▶ _What this task involves_
What number of lines in the material contain the word "شارع"? Give that number alone.

▶ _Data supplied_
== == ==
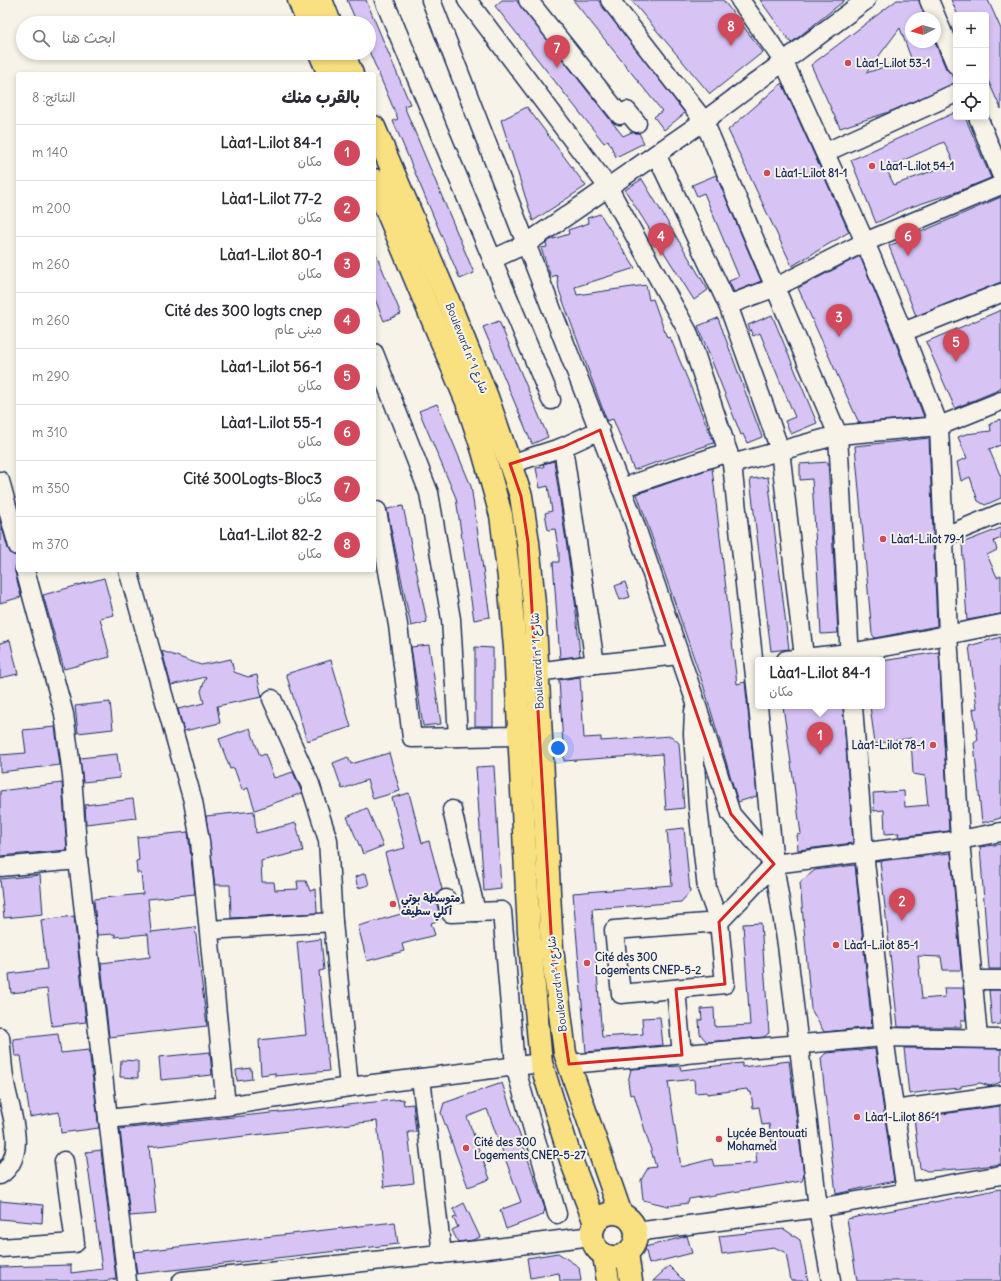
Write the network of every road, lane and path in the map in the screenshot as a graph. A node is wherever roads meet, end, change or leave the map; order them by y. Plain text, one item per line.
1 (298, 0) edge
2 (321, 0) edge
3 (384, 0) edge
4 (430, 0) edge
5 (466, 0) edge
6 (528, 0) edge
7 (610, 0) edge
8 (740, 0) edge
9 (866, 0) edge
10 (929, 0) edge
11 (305, 16) edge
12 (327, 16) edge
13 (953, 58) edge
14 (323, 60) edge
15 (345, 60) edge
16 (784, 62) junction
17 (328, 72) edge
18 (351, 72) edge
19 (953, 94) edge
20 (979, 120) edge
21 (704, 122) junction
22 (637, 124) dead end
23 (376, 132) edge
24 (826, 152) junction
25 (656, 154) junction
26 (1001, 174) edge
27 (1001, 184) edge
28 (376, 185) edge
29 (608, 187) junction
30 (865, 242) junction
31 (526, 244) junction
32 (493, 259) junction
33 (776, 287) junction
34 (1001, 292) edge
35 (728, 305) junction
36 (903, 332) junction
37 (376, 358) edge
38 (551, 400) dead end
39 (1001, 402) edge
40 (939, 426) junction
41 (600, 430) junction
42 (838, 435) junction
43 (563, 447) junction
44 (780, 450) junction
45 (730, 458) junction
46 (510, 464) junction
47 (0, 480) edge
48 (621, 488) junction
49 (8, 501) edge
50 (377, 511) dead end
51 (1001, 512) edge
52 (945, 536) junction
53 (16, 537) edge
54 (26, 572) edge
55 (129, 572) edge
56 (1001, 624) edge
57 (948, 634) junction
58 (679, 655) junction
59 (850, 656) edge
60 (755, 657) edge
61 (795, 657) edge
62 (822, 657) edge
63 (595, 664) junction
64 (538, 672) junction
65 (272, 699) dead end
66 (695, 700) junction
67 (758, 709) edge
68 (853, 709) edge
69 (520, 736) junction
70 (458, 737) junction
71 (452, 810) dead end
72 (1001, 832) edge
73 (960, 840) junction
74 (864, 852) junction
75 (78, 860) junction
76 (774, 864) junction
77 (0, 867) edge
78 (446, 899) dead end
79 (528, 908) junction
80 (476, 912) junction
81 (502, 912) junction
82 (333, 922) junction
83 (719, 922) junction
84 (209, 930) junction
85 (972, 980) junction
86 (1001, 980) edge
87 (676, 989) junction
88 (0, 1037) edge
89 (884, 1037) junction
90 (978, 1038) junction
91 (1001, 1039) edge
92 (799, 1045) junction
93 (682, 1055) junction
94 (541, 1063) junction
95 (569, 1064) junction
96 (515, 1066) junction
97 (421, 1078) junction
98 (349, 1087) junction
99 (1001, 1095) edge
100 (226, 1106) junction
101 (894, 1110) junction
102 (108, 1119) junction
103 (64, 1161) dead end
104 (0, 1174) edge
105 (1001, 1175) edge
106 (906, 1192) junction
107 (818, 1208) junction
108 (557, 1214) dead end
109 (621, 1214) junction
110 (594, 1230) junction
111 (636, 1232) junction
112 (0, 1248) edge
113 (627, 1253) junction
114 (442, 1254) junction
115 (604, 1255) junction
116 (332, 1273) edge
117 (127, 1281) edge
118 (182, 1281) edge
119 (608, 1281) edge
120 (631, 1281) edge
121 (832, 1281) edge

1 - 11 main road
2 - 12 main road
3 - 32 street
4 - 31 street
5 - 29 street
6 - 22 street
7 - 21 street
8 - 16 street
9 - 16 street
10 - 13 street
14 - 17 main road
15 - 18 main road
16 - 21 street
16 - 24 street
19 - 24 street
20 - 26 street
21 - 25 street
21 - 33 street
23 - 46 main road, Boulevard n° شارع 1
24 - 30 street
25 - 29 street
25 - 35 street
27 - 30 street
28 - 69 main road, Boulevard n° شارع 1
29 - 31 street
29 - 45 street
30 - 33 street
30 - 36 street
31 - 32 street
31 - 41 street
32 - 38 street
33 - 35 street
33 - 42 street
34 - 36 street
35 - 44 street
36 - 40 street
37 - 70 street
39 - 40 street
40 - 42 street
40 - 52 street
41 - 43 street
41 - 48 street
42 - 44 street
42 - 59 street
43 - 46 street
43 - 63 street
44 - 45 street
44 - 61 street
45 - 48 street
45 - 60 street
46 - 64 main road, Boulevard n° شارع 1
47 - 49 street
48 - 58 street
49 - 53 street
50 - 70 street
51 - 52 street
52 - 57 street
54 - 75 street
55 - 84 street
56 - 57 street
57 - 59 street
57 - 73 street
58 - 63 street
58 - 66 street
59 - 62 street
63 - 64 street
64 - 95 main road, Boulevard n° شارع 1
65 - 82 street
66 - 76 street
66 - 83 street
67 - 76 street
68 - 74 street
69 - 70 street
69 - 79 main road, Boulevard n° شارع 1
71 - 80 street
72 - 73 street
73 - 74 street
73 - 85 street
74 - 76 street
74 - 89 street
75 - 77 street
75 - 102 street
76 - 83 street
76 - 92 street
78 - 80 street
79 - 81 street
79 - 94 main road, Boulevard n° شارع 1
80 - 81 street
81 - 96 street
82 - 84 street
82 - 98 street
83 - 87 street
83 - 87 street
84 - 100 street
85 - 86 street
85 - 90 street
87 - 93 street
88 - 104 street
89 - 90 street
89 - 92 street
89 - 101 street
90 - 91 street
92 - 93 street
92 - 107 street
93 - 95 street
94 - 96 street
94 - 110 main road, Boulevard n° شارع 1
95 - 109 main road, Boulevard n° شارع 1
96 - 97 street
96 - 108 street
97 - 98 street
97 - 114 street
98 - 100 street
99 - 101 street
100 - 102 street
101 - 106 street
102 - 117 street
103 - 112 street
105 - 106 street
106 - 107 street
107 - 111 street
107 - 121 street
109 - 110 main road
109 - 111 main road
110 - 114 street
110 - 115 main road
111 - 113 main road
113 - 115 main road
113 - 120 main road
114 - 116 street
115 - 119 main road
116 - 118 street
== == ==
▶ _Solution for this exercise_
8